A Document Status column tracks where a file is in its lifecycle: Draft, In Review, Approved, Published, Archived. It’s the third critical axis of metadata alongside Document Type (what is it) and Department (whose is it). Without a Status column, every file looks the same — current — even drafts and archived content. With it, the lifecycle is visible at a glance.
What status values should a SharePoint library have?
Keep it to 4-6 values. A good default set: Draft, In Review, Approved, Archived. Add Published if your team distinguishes ‘approved internally’ from ‘published externally’. Resist the urge to add Pending, Submitted, Under Review, Awaiting Approval — they overlap, confuse users, and create paralysis at tagging time. The simpler the list, the more reliable the tagging.
Can I trigger automation when Document Status changes?

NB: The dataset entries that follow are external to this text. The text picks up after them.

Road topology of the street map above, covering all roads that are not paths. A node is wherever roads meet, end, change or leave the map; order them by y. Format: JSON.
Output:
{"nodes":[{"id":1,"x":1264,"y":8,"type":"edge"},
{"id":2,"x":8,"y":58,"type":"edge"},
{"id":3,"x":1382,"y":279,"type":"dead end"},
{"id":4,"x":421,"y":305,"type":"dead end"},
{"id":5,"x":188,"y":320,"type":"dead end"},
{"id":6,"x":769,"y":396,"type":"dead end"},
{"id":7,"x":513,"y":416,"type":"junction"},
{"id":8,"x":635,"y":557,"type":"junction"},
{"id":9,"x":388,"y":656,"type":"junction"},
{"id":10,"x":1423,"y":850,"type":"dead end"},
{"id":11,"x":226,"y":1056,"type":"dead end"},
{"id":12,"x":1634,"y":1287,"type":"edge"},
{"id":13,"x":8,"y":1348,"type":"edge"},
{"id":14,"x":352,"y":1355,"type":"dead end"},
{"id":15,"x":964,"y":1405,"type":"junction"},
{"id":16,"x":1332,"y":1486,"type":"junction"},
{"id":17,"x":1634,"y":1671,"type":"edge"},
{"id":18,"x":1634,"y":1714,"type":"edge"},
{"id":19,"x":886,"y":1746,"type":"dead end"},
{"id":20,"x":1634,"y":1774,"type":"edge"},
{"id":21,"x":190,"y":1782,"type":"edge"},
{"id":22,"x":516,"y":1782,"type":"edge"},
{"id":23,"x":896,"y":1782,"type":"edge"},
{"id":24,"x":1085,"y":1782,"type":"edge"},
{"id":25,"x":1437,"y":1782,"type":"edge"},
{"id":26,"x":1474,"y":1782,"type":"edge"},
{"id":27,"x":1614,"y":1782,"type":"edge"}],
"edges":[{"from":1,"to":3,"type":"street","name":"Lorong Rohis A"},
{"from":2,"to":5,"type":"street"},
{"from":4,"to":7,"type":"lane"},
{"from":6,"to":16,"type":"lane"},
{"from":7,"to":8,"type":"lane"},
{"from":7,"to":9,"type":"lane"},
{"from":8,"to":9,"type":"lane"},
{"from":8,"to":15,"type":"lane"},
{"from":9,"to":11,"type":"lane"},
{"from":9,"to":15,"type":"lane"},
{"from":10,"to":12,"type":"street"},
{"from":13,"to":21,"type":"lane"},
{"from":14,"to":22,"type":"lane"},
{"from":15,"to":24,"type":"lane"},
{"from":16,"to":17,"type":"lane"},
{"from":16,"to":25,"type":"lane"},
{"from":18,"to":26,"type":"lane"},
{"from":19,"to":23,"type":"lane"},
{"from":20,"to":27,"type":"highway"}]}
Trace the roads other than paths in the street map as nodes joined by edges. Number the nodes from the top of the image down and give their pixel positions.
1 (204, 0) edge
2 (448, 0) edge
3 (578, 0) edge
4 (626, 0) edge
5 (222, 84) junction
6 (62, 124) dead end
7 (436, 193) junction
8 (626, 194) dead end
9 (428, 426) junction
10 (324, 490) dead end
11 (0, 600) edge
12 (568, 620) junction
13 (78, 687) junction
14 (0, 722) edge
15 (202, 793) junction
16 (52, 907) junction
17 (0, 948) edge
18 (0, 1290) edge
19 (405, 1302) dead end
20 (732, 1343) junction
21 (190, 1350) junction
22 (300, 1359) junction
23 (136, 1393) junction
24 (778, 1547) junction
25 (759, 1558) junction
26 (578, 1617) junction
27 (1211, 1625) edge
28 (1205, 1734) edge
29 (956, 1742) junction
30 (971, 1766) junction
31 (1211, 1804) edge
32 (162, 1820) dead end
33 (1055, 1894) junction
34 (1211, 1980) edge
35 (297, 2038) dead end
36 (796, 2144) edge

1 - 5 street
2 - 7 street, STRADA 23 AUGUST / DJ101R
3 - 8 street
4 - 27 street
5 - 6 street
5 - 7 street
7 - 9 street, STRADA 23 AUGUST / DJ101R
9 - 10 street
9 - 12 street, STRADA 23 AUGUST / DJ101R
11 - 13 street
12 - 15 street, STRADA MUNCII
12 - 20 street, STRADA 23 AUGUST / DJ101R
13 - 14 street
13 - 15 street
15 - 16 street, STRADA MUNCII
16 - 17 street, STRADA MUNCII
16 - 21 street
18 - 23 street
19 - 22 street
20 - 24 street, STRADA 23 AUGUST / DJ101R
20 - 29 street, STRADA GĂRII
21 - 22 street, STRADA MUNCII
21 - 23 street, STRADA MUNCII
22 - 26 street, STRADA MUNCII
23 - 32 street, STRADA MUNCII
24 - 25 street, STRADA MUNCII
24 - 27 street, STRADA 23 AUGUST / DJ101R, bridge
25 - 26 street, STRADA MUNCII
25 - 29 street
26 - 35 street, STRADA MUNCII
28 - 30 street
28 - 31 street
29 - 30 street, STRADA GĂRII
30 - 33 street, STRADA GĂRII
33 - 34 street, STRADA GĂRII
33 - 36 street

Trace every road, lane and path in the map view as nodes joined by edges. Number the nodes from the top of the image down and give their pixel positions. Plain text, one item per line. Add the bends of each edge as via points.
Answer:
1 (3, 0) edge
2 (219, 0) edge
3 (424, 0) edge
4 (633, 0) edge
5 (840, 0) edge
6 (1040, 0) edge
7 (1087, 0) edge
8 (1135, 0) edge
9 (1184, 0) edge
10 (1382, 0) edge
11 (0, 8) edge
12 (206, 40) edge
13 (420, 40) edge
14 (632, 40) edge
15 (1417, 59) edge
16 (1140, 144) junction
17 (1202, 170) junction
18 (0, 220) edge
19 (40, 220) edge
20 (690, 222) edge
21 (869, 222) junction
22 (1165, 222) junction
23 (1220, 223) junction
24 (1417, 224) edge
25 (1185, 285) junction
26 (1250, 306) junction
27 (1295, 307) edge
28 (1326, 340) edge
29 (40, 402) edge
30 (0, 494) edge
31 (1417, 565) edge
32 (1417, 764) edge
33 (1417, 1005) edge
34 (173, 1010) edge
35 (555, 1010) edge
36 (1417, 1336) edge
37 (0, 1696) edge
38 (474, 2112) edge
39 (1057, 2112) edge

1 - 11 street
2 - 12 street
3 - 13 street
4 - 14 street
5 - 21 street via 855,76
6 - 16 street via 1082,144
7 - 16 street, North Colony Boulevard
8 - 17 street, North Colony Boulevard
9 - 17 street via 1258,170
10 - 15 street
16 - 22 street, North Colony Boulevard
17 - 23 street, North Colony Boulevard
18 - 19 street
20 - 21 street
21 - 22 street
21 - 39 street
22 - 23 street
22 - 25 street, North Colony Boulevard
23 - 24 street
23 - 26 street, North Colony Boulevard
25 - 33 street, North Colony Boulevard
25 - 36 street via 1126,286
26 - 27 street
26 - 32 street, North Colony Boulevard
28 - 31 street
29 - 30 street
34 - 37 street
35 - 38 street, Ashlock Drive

Yes — Status is one of the best triggers for Power Automate. Common patterns: ‘when Status changes to Approved, move file to Published library and notify the author’; ‘when Status changes to Archived, restrict permissions and apply retention’. The clean discrete values make the automation logic simple and reliable.
Should Document Status be required in SharePoint?
Yes, with a default value of ‘Draft’. Making it required ensures every file has a lifecycle stage; defaulting to Draft means users don’t have to think about it on upload — the file starts in Draft and graduates from there. Files without a Status often slip through review entirely, which is the worst failure mode.